▶ [ACTIVITY]:
In the material below, find each line that contains the word "Molenstraat" and copy it.

* * * * * * * * *

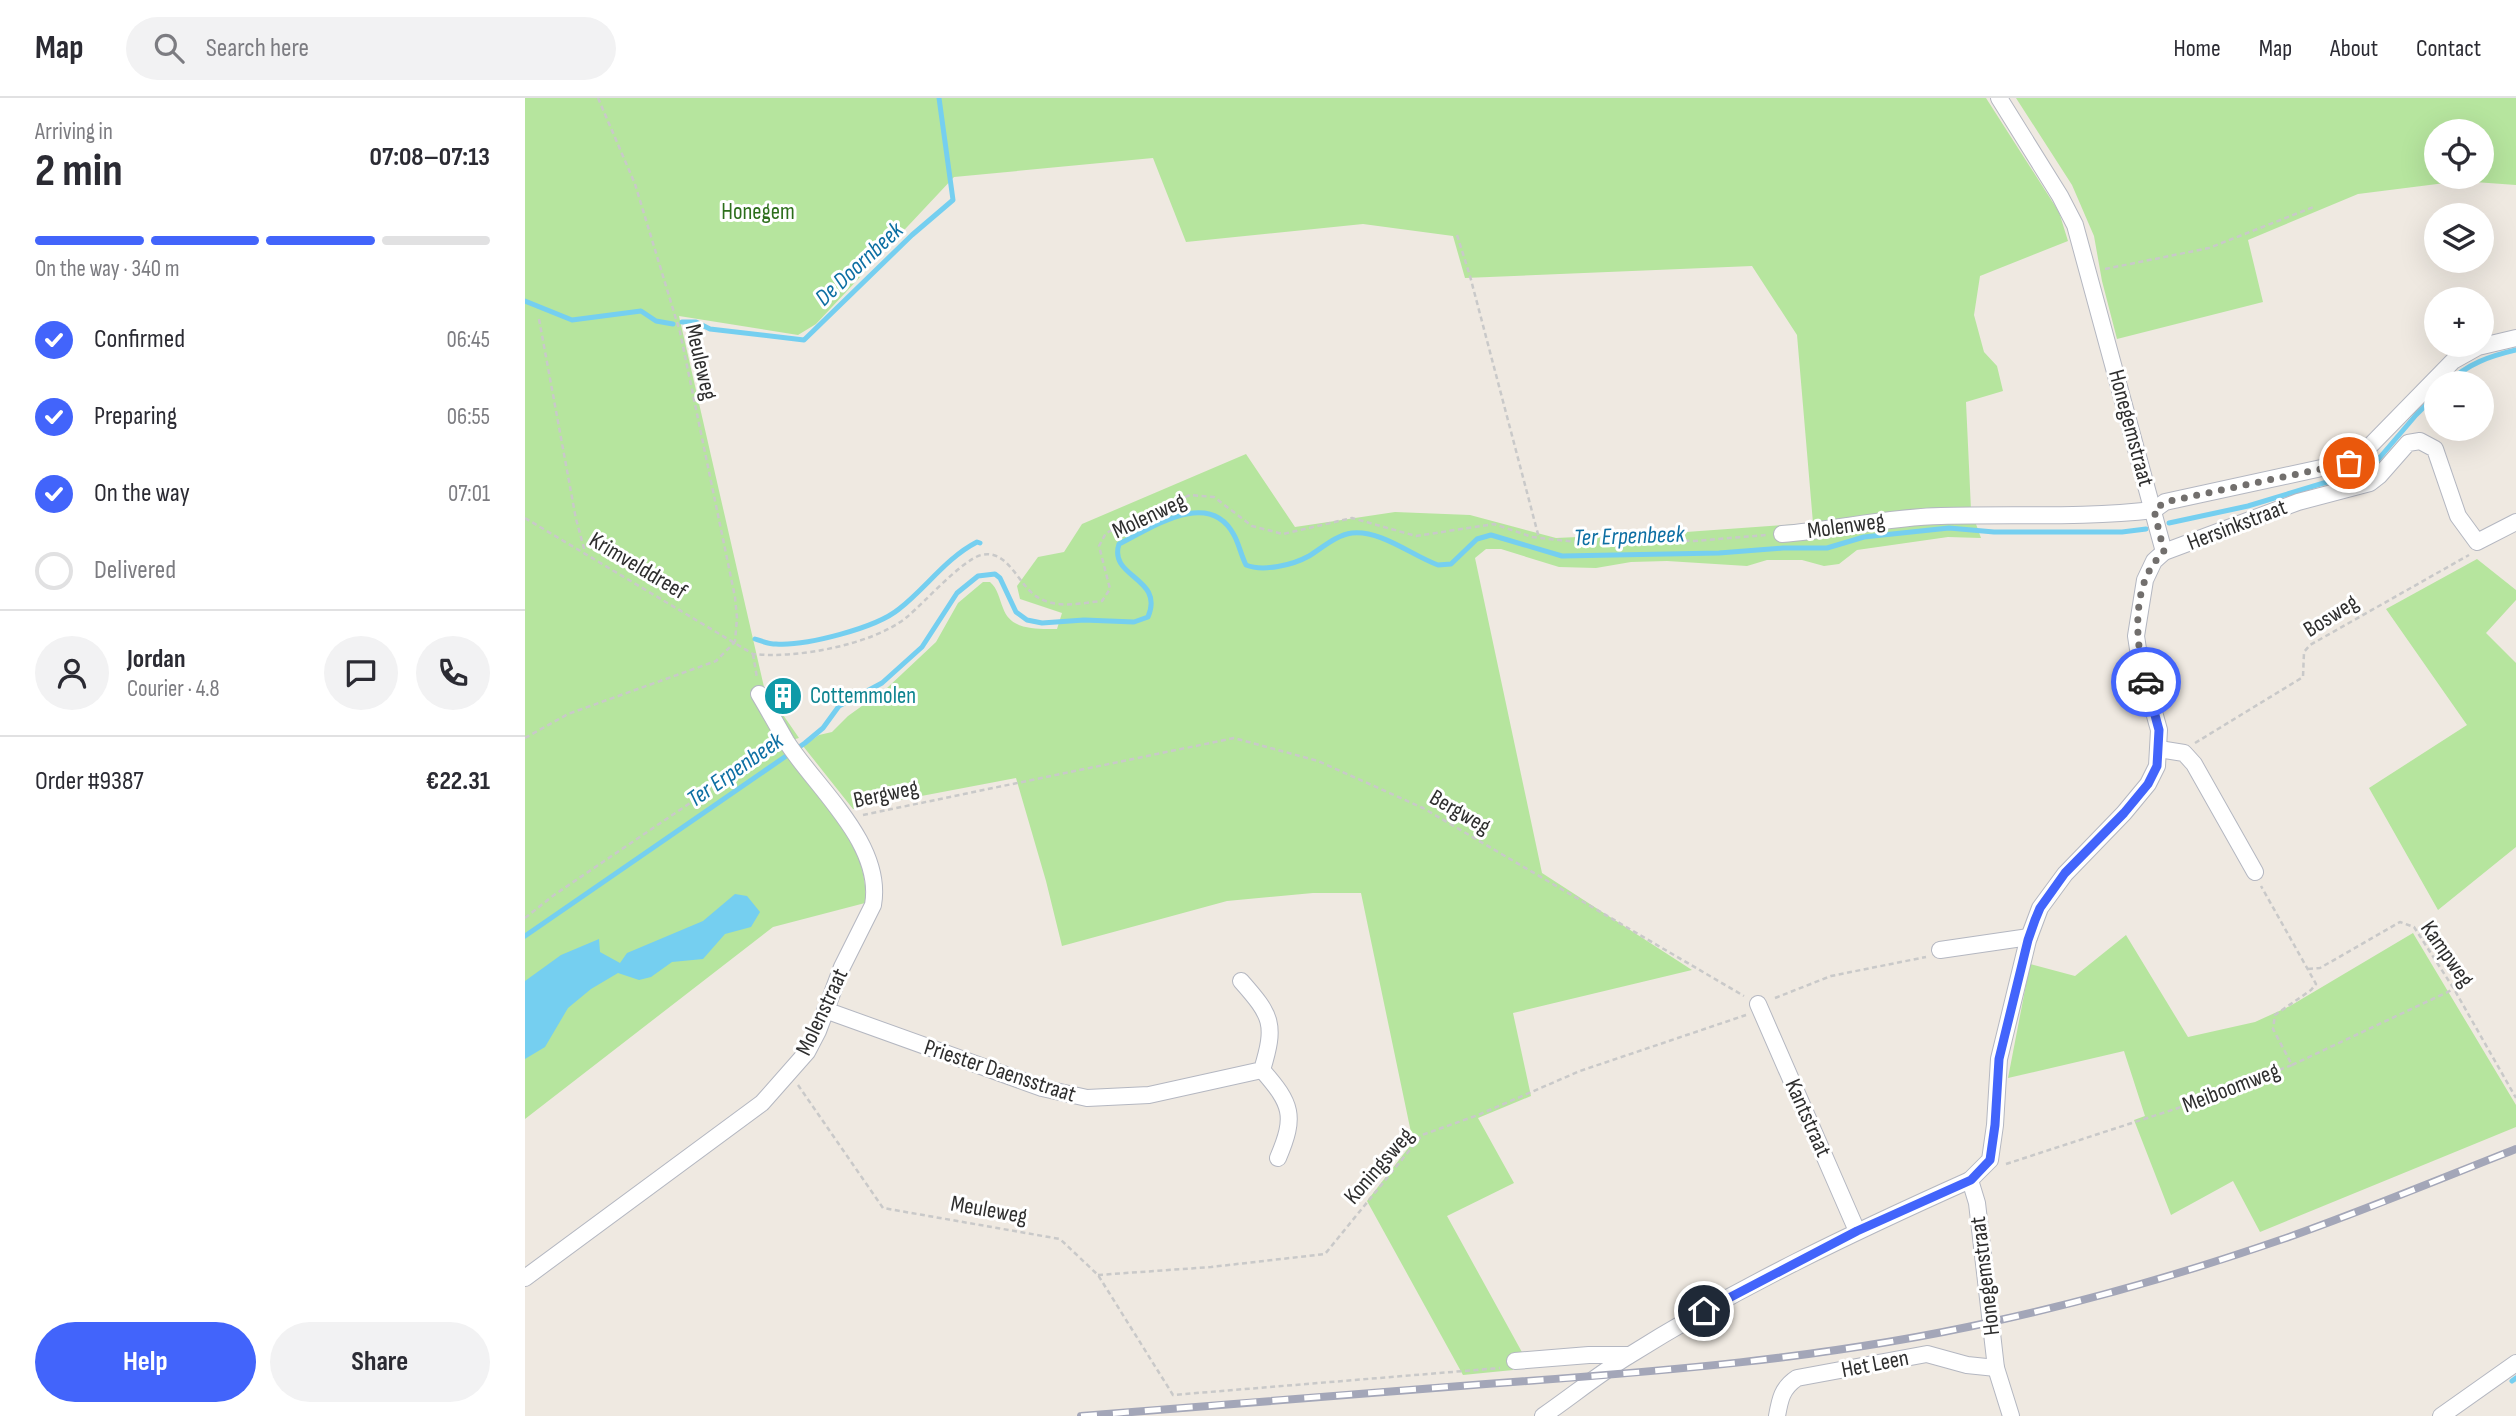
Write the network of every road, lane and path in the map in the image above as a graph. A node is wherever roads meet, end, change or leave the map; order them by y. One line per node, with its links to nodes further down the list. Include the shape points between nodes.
1 (599, 98): 16 (path, Meuleweg, via 635,184 680,332 735,597)
2 (1999, 98): 5 (street, Honegemstraat, via 2065,205)
3 (2316, 206): 5 (path, via 2209,247)
4 (1457, 235): 12 (path)
5 (2088, 273): 8 (street, Honegemstraat)
6 (539, 319): 14 (path)
7 (2516, 338): 8 (street, Molenweg, via 2478,347 2453,361 2349,463 2165,502)
8 (2154, 510): 11 (street, Molenweg, via 2065,516 1928,516); 15 (street, Honegemstraat)
9 (525, 518): 14 (path, Krimvelddreef)
10 (2516, 522): 13 (street)
11 (1782, 534): 12 (path, Molenweg, via 1585,543)
12 (1539, 538): 17 (path, Molenweg, via 1494,524 1416,536 1352,518 1283,534 1252,526 1214,497 1190,495 1106,533 1100,546 1109,590 1102,601 1060,605 1039,598 1006,562 981,555 904,619 866,638 787,656)
13 (2477, 542): 15 (street, Hersinkstraat, via 2458,516 2435,449 2420,441 2408,443 2370,483 2298,502); 22 (path, Bosweg, via 2475,552 2310,645 2304,652 2303,677)
14 (585, 552): 16 (path, Krimvelddreef)
15 (2164, 552): 21 (street, via 2145,580 2136,636 2159,730)
16 (735, 642): 17 (path); 19 (path, via 716,661 568,715)
17 (753, 654): 18 (path)
18 (759, 694): 20 (street, Molenstraat)
19 (525, 738)
20 (786, 739): 23 (street, Molenstraat); 25 (path)
21 (2159, 749): 22 (street); 26 (street, via 2148,784 2065,873 2040,908)
22 (2184, 752): 24 (street)
23 (845, 818): 31 (path, Bergweg, via 1234,738 1318,761 1423,808); 32 (street, Molenstraat, via 861,844 875,895)
24 (2255, 872): 28 (path)
25 (525, 918)
26 (2029, 937): 27 (street); 38 (street, via 1999,1059)
27 (1937, 953): 31 (path, via 1831,976)
28 (2308, 969): 30 (path, Kampweg, via 2320,968 2400,922 2414,927); 33 (path, Meiboomweg, via 2316,984 2275,1015 2273,1022)
29 (1241, 981): 34 (street, via 1269,1020 1269,1046)
30 (2454, 989): 33 (path); 36 (path, Kampweg)
31 (1758, 1004): 40 (street, Kantstraat); 41 (path, Koningsweg, via 1752,1013 1580,1071 1423,1135 1325,1254)
32 (825, 1010): 34 (street, Priester Daensstraat, via 1042,1088 1087,1098 1149,1096); 35 (street, Molenstraat, via 807,1052)
33 (2292, 1065): 38 (path, Meiboomweg, via 2002,1165)
34 (1262, 1070): 37 (street, via 1282,1093 1288,1110 1288,1134)
35 (790, 1074): 41 (path, Meuleweg, via 883,1208 1060,1239); 42 (street, Molenstraat, via 762,1103)
36 (2516, 1098)
37 (1278, 1158)
38 (1990, 1160): 39 (street)
39 (1971, 1180): 40 (street); 46 (street, Honegemstraat)
40 (1857, 1231): 43 (street)
41 (1098, 1275): 44 (path, Meuleweg, via 1173,1395 1508,1367)
42 (525, 1278)
43 (1629, 1355): 44 (street); 47 (street)
44 (1515, 1361)
45 (2516, 1363): 50 (street)
46 (1996, 1368): 48 (street, Het Leen, via 1927,1354 1797,1378 1781,1396); 49 (street, Honegemstraat)
47 (1543, 1416)
48 (1777, 1416)
49 (2011, 1416)
50 (2441, 1416)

* * * * * * * * *

▶ [WRITTEN ANSWER]:
18 (759, 694): 20 (street, Molenstraat)
20 (786, 739): 23 (street, Molenstraat); 25 (path)
23 (845, 818): 31 (path, Bergweg, via 1234,738 1318,761 1423,808); 32 (street, Molenstraat, via 861,844 875,895)
32 (825, 1010): 34 (street, Priester Daensstraat, via 1042,1088 1087,1098 1149,1096); 35 (street, Molenstraat, via 807,1052)
35 (790, 1074): 41 (path, Meuleweg, via 883,1208 1060,1239); 42 (street, Molenstraat, via 762,1103)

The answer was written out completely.